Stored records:
--- START ---
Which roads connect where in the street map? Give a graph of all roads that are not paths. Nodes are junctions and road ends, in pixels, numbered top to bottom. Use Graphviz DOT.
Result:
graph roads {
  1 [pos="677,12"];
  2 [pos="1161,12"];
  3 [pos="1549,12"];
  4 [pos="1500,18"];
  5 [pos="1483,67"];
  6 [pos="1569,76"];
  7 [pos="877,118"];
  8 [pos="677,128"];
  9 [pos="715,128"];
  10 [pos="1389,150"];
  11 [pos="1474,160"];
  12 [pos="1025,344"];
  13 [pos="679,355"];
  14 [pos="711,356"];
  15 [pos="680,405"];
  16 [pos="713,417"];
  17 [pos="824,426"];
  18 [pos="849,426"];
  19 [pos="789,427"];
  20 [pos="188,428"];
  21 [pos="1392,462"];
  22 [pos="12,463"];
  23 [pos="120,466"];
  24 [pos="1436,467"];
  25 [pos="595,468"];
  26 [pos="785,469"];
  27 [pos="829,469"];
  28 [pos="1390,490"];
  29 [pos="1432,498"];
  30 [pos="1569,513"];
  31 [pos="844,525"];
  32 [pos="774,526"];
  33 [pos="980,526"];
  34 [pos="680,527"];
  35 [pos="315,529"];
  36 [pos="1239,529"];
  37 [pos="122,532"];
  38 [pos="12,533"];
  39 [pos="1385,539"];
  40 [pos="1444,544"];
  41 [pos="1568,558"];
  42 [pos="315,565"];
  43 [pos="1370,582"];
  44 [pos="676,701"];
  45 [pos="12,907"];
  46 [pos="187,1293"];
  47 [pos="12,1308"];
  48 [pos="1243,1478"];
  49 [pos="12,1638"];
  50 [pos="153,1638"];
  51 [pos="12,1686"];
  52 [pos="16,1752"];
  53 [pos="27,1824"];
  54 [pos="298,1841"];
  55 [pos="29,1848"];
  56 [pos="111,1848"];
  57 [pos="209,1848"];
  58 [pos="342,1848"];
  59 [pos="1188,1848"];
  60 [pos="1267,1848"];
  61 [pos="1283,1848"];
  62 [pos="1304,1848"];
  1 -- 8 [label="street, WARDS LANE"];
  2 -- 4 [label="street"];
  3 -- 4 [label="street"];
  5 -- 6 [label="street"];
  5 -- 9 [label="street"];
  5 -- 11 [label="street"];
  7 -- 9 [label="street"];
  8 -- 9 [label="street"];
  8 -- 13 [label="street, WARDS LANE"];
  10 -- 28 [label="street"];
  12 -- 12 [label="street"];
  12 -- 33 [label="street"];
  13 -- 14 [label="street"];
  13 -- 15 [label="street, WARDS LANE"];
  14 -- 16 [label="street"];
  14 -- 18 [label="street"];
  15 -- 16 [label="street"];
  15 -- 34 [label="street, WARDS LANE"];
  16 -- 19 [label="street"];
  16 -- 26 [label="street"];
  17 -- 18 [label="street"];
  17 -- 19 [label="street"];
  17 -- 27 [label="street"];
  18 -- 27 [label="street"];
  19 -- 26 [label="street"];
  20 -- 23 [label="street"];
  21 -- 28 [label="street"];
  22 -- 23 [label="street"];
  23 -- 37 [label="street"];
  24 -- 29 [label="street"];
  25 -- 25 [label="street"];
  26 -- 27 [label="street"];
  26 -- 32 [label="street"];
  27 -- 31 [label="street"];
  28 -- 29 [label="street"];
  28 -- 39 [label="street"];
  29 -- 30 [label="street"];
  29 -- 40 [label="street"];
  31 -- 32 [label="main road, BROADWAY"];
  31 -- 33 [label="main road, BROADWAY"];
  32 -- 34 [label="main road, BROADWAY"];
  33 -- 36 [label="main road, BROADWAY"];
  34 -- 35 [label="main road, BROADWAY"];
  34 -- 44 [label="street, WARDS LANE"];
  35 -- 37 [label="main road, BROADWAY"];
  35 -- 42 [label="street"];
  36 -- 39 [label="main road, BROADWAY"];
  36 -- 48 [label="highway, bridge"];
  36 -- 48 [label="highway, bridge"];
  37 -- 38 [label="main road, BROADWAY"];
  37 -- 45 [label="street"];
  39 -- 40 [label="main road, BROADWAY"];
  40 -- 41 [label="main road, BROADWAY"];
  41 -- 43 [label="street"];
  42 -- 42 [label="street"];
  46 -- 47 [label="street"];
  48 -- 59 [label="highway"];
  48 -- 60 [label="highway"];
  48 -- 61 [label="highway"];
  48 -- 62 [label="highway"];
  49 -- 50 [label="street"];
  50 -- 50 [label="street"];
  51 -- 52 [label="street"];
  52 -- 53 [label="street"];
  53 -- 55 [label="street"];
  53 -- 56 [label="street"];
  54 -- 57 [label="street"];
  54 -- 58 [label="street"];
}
--- END ---
Exercise:
The output should match the records above exactly, line for line.

Answer to this problem:
Which roads connect where in the street map? Give a graph of all roads that are not paths. Nodes are junctions and road ends, in pixels, numbered top to bottom. Use Graphviz DOT.
Result:
graph roads {
  1 [pos="677,12"];
  2 [pos="1161,12"];
  3 [pos="1549,12"];
  4 [pos="1500,18"];
  5 [pos="1483,67"];
  6 [pos="1569,76"];
  7 [pos="877,118"];
  8 [pos="677,128"];
  9 [pos="715,128"];
  10 [pos="1389,150"];
  11 [pos="1474,160"];
  12 [pos="1025,344"];
  13 [pos="679,355"];
  14 [pos="711,356"];
  15 [pos="680,405"];
  16 [pos="713,417"];
  17 [pos="824,426"];
  18 [pos="849,426"];
  19 [pos="789,427"];
  20 [pos="188,428"];
  21 [pos="1392,462"];
  22 [pos="12,463"];
  23 [pos="120,466"];
  24 [pos="1436,467"];
  25 [pos="595,468"];
  26 [pos="785,469"];
  27 [pos="829,469"];
  28 [pos="1390,490"];
  29 [pos="1432,498"];
  30 [pos="1569,513"];
  31 [pos="844,525"];
  32 [pos="774,526"];
  33 [pos="980,526"];
  34 [pos="680,527"];
  35 [pos="315,529"];
  36 [pos="1239,529"];
  37 [pos="122,532"];
  38 [pos="12,533"];
  39 [pos="1385,539"];
  40 [pos="1444,544"];
  41 [pos="1568,558"];
  42 [pos="315,565"];
  43 [pos="1370,582"];
  44 [pos="676,701"];
  45 [pos="12,907"];
  46 [pos="187,1293"];
  47 [pos="12,1308"];
  48 [pos="1243,1478"];
  49 [pos="12,1638"];
  50 [pos="153,1638"];
  51 [pos="12,1686"];
  52 [pos="16,1752"];
  53 [pos="27,1824"];
  54 [pos="298,1841"];
  55 [pos="29,1848"];
  56 [pos="111,1848"];
  57 [pos="209,1848"];
  58 [pos="342,1848"];
  59 [pos="1188,1848"];
  60 [pos="1267,1848"];
  61 [pos="1283,1848"];
  62 [pos="1304,1848"];
  1 -- 8 [label="street, WARDS LANE"];
  2 -- 4 [label="street"];
  3 -- 4 [label="street"];
  5 -- 6 [label="street"];
  5 -- 9 [label="street"];
  5 -- 11 [label="street"];
  7 -- 9 [label="street"];
  8 -- 9 [label="street"];
  8 -- 13 [label="street, WARDS LANE"];
  10 -- 28 [label="street"];
  12 -- 12 [label="street"];
  12 -- 33 [label="street"];
  13 -- 14 [label="street"];
  13 -- 15 [label="street, WARDS LANE"];
  14 -- 16 [label="street"];
  14 -- 18 [label="street"];
  15 -- 16 [label="street"];
  15 -- 34 [label="street, WARDS LANE"];
  16 -- 19 [label="street"];
  16 -- 26 [label="street"];
  17 -- 18 [label="street"];
  17 -- 19 [label="street"];
  17 -- 27 [label="street"];
  18 -- 27 [label="street"];
  19 -- 26 [label="street"];
  20 -- 23 [label="street"];
  21 -- 28 [label="street"];
  22 -- 23 [label="street"];
  23 -- 37 [label="street"];
  24 -- 29 [label="street"];
  25 -- 25 [label="street"];
  26 -- 27 [label="street"];
  26 -- 32 [label="street"];
  27 -- 31 [label="street"];
  28 -- 29 [label="street"];
  28 -- 39 [label="street"];
  29 -- 30 [label="street"];
  29 -- 40 [label="street"];
  31 -- 32 [label="main road, BROADWAY"];
  31 -- 33 [label="main road, BROADWAY"];
  32 -- 34 [label="main road, BROADWAY"];
  33 -- 36 [label="main road, BROADWAY"];
  34 -- 35 [label="main road, BROADWAY"];
  34 -- 44 [label="street, WARDS LANE"];
  35 -- 37 [label="main road, BROADWAY"];
  35 -- 42 [label="street"];
  36 -- 39 [label="main road, BROADWAY"];
  36 -- 48 [label="highway, bridge"];
  36 -- 48 [label="highway, bridge"];
  37 -- 38 [label="main road, BROADWAY"];
  37 -- 45 [label="street"];
  39 -- 40 [label="main road, BROADWAY"];
  40 -- 41 [label="main road, BROADWAY"];
  41 -- 43 [label="street"];
  42 -- 42 [label="street"];
  46 -- 47 [label="street"];
  48 -- 59 [label="highway"];
  48 -- 60 [label="highway"];
  48 -- 61 [label="highway"];
  48 -- 62 [label="highway"];
  49 -- 50 [label="street"];
  50 -- 50 [label="street"];
  51 -- 52 [label="street"];
  52 -- 53 [label="street"];
  53 -- 55 [label="street"];
  53 -- 56 [label="street"];
  54 -- 57 [label="street"];
  54 -- 58 [label="street"];
}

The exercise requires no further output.